Data to use -
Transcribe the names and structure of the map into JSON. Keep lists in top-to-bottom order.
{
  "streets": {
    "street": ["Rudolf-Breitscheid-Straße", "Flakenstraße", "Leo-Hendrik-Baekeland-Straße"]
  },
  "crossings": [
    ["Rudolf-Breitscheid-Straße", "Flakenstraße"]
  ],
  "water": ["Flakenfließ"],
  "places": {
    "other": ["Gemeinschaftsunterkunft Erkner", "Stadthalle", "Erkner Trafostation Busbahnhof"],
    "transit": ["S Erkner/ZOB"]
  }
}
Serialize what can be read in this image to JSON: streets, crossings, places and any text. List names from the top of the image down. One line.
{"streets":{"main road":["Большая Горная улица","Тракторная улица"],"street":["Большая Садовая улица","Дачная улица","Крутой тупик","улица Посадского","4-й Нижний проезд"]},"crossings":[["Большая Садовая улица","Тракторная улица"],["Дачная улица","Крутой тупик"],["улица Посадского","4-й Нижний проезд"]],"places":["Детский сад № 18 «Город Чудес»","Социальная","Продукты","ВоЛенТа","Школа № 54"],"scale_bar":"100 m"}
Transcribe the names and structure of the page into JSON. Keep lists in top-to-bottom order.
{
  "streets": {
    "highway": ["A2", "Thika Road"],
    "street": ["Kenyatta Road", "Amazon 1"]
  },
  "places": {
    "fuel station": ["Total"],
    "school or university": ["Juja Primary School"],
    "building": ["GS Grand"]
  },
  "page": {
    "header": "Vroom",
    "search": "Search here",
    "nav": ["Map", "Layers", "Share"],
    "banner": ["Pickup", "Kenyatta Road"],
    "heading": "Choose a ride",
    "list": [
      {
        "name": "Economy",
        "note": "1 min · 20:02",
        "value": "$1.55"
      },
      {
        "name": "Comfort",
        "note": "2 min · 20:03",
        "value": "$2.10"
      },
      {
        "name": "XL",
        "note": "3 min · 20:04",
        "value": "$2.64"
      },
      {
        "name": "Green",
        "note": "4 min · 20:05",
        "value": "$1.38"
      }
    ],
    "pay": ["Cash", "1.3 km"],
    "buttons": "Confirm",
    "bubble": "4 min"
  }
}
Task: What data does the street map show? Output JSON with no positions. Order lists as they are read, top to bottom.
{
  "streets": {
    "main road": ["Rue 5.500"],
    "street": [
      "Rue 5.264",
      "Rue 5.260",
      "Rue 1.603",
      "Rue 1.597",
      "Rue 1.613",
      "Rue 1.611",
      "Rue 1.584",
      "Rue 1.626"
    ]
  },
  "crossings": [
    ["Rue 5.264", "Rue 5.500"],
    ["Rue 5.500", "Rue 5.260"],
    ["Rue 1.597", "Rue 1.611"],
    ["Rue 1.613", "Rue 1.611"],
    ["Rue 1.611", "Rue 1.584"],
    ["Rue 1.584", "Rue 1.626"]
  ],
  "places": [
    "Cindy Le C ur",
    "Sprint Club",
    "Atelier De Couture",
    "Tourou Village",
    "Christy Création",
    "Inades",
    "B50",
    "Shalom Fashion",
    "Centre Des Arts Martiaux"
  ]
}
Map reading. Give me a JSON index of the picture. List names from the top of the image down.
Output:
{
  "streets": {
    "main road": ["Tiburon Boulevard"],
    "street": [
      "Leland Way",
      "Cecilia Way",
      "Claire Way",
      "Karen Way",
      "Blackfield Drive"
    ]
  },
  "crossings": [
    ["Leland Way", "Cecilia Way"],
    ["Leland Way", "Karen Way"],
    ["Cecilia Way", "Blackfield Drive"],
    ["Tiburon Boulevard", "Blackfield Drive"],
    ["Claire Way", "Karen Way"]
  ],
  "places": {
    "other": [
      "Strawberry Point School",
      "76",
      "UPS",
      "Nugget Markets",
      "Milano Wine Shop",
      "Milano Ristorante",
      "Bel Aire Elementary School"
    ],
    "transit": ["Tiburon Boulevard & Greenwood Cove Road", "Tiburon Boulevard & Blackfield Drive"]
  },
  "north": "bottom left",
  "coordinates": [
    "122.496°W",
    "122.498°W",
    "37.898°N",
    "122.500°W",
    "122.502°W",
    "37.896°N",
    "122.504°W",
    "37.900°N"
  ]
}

Problem details - Transcribe the listing above exactly as shown.

Answer space -
Transcribe the names and structure of the map into JSON. Keep lists in top-to-bottom order.
{
  "streets": {
    "street": ["Rudolf-Breitscheid-Straße", "Flakenstraße", "Leo-Hendrik-Baekeland-Straße"]
  },
  "crossings": [
    ["Rudolf-Breitscheid-Straße", "Flakenstraße"]
  ],
  "water": ["Flakenfließ"],
  "places": {
    "other": ["Gemeinschaftsunterkunft Erkner", "Stadthalle", "Erkner Trafostation Busbahnhof"],
    "transit": ["S Erkner/ZOB"]
  }
}
Serialize what can be read in this image to JSON: streets, crossings, places and any text. List names from the top of the image down. One line.
{"streets":{"main road":["Большая Горная улица","Тракторная улица"],"street":["Большая Садовая улица","Дачная улица","Крутой тупик","улица Посадского","4-й Нижний проезд"]},"crossings":[["Большая Садовая улица","Тракторная улица"],["Дачная улица","Крутой тупик"],["улица Посадского","4-й Нижний проезд"]],"places":["Детский сад № 18 «Город Чудес»","Социальная","Продукты","ВоЛенТа","Школа № 54"],"scale_bar":"100 m"}
Transcribe the names and structure of the page into JSON. Keep lists in top-to-bottom order.
{
  "streets": {
    "highway": ["A2", "Thika Road"],
    "street": ["Kenyatta Road", "Amazon 1"]
  },
  "places": {
    "fuel station": ["Total"],
    "school or university": ["Juja Primary School"],
    "building": ["GS Grand"]
  },
  "page": {
    "header": "Vroom",
    "search": "Search here",
    "nav": ["Map", "Layers", "Share"],
    "banner": ["Pickup", "Kenyatta Road"],
    "heading": "Choose a ride",
    "list": [
      {
        "name": "Economy",
        "note": "1 min · 20:02",
        "value": "$1.55"
      },
      {
        "name": "Comfort",
        "note": "2 min · 20:03",
        "value": "$2.10"
      },
      {
        "name": "XL",
        "note": "3 min · 20:04",
        "value": "$2.64"
      },
      {
        "name": "Green",
        "note": "4 min · 20:05",
        "value": "$1.38"
      }
    ],
    "pay": ["Cash", "1.3 km"],
    "buttons": "Confirm",
    "bubble": "4 min"
  }
}
Task: What data does the street map show? Output JSON with no positions. Order lists as they are read, top to bottom.
{
  "streets": {
    "main road": ["Rue 5.500"],
    "street": [
      "Rue 5.264",
      "Rue 5.260",
      "Rue 1.603",
      "Rue 1.597",
      "Rue 1.613",
      "Rue 1.611",
      "Rue 1.584",
      "Rue 1.626"
    ]
  },
  "crossings": [
    ["Rue 5.264", "Rue 5.500"],
    ["Rue 5.500", "Rue 5.260"],
    ["Rue 1.597", "Rue 1.611"],
    ["Rue 1.613", "Rue 1.611"],
    ["Rue 1.611", "Rue 1.584"],
    ["Rue 1.584", "Rue 1.626"]
  ],
  "places": [
    "Cindy Le C ur",
    "Sprint Club",
    "Atelier De Couture",
    "Tourou Village",
    "Christy Création",
    "Inades",
    "B50",
    "Shalom Fashion",
    "Centre Des Arts Martiaux"
  ]
}
Map reading. Give me a JSON index of the picture. List names from the top of the image down.
Output:
{
  "streets": {
    "main road": ["Tiburon Boulevard"],
    "street": [
      "Leland Way",
      "Cecilia Way",
      "Claire Way",
      "Karen Way",
      "Blackfield Drive"
    ]
  },
  "crossings": [
    ["Leland Way", "Cecilia Way"],
    ["Leland Way", "Karen Way"],
    ["Cecilia Way", "Blackfield Drive"],
    ["Tiburon Boulevard", "Blackfield Drive"],
    ["Claire Way", "Karen Way"]
  ],
  "places": {
    "other": [
      "Strawberry Point School",
      "76",
      "UPS",
      "Nugget Markets",
      "Milano Wine Shop",
      "Milano Ristorante",
      "Bel Aire Elementary School"
    ],
    "transit": ["Tiburon Boulevard & Greenwood Cove Road", "Tiburon Boulevard & Blackfield Drive"]
  },
  "north": "bottom left",
  "coordinates": [
    "122.496°W",
    "122.498°W",
    "37.898°N",
    "122.500°W",
    "122.502°W",
    "37.896°N",
    "122.504°W",
    "37.900°N"
  ]
}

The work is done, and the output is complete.